--- TASK TO COMPLETE ---
Collect every line below that contains the word "Urano".

--- Dataset entries ---
▬▬▬▬▬▬▬▬▬▬
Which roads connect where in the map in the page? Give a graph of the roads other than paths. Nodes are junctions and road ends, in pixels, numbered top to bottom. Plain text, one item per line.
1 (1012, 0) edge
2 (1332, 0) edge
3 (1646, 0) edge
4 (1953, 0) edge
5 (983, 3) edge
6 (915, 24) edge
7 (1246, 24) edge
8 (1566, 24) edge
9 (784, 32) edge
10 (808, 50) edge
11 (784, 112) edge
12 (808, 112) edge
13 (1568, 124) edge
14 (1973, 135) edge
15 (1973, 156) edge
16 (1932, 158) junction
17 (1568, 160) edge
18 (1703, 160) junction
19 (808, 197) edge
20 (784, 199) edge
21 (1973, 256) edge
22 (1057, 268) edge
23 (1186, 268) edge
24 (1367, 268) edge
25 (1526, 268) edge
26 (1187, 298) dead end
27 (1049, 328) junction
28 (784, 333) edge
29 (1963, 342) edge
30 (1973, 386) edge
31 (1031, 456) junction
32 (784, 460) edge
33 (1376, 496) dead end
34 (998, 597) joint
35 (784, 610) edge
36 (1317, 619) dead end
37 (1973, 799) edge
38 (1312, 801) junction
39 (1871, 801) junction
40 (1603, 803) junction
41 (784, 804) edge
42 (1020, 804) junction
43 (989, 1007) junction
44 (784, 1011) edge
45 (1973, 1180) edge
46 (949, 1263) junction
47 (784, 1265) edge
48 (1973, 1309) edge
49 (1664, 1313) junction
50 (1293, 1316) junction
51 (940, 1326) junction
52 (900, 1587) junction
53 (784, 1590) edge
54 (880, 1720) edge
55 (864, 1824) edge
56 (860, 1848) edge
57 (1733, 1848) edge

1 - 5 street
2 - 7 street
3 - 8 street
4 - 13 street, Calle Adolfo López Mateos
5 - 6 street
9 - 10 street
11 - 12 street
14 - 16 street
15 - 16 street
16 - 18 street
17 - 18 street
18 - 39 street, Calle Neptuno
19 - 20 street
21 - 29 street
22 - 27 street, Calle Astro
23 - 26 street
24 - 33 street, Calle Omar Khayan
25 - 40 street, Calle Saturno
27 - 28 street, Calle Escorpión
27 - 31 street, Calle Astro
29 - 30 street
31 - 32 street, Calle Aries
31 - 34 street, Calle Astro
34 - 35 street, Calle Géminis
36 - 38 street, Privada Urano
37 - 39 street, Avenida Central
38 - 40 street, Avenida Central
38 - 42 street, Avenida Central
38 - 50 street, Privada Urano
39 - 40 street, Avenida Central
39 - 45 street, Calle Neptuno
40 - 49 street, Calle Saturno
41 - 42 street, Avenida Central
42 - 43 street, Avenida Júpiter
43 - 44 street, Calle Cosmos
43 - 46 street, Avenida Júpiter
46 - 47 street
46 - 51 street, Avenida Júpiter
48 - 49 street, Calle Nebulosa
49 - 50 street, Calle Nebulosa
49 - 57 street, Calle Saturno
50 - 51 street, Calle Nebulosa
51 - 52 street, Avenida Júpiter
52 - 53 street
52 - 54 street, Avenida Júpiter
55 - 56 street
▬▬▬▬▬▬▬▬▬▬
--- SOLVED PROBLEM ---
36 - 38 street, Privada Urano
38 - 50 street, Privada Urano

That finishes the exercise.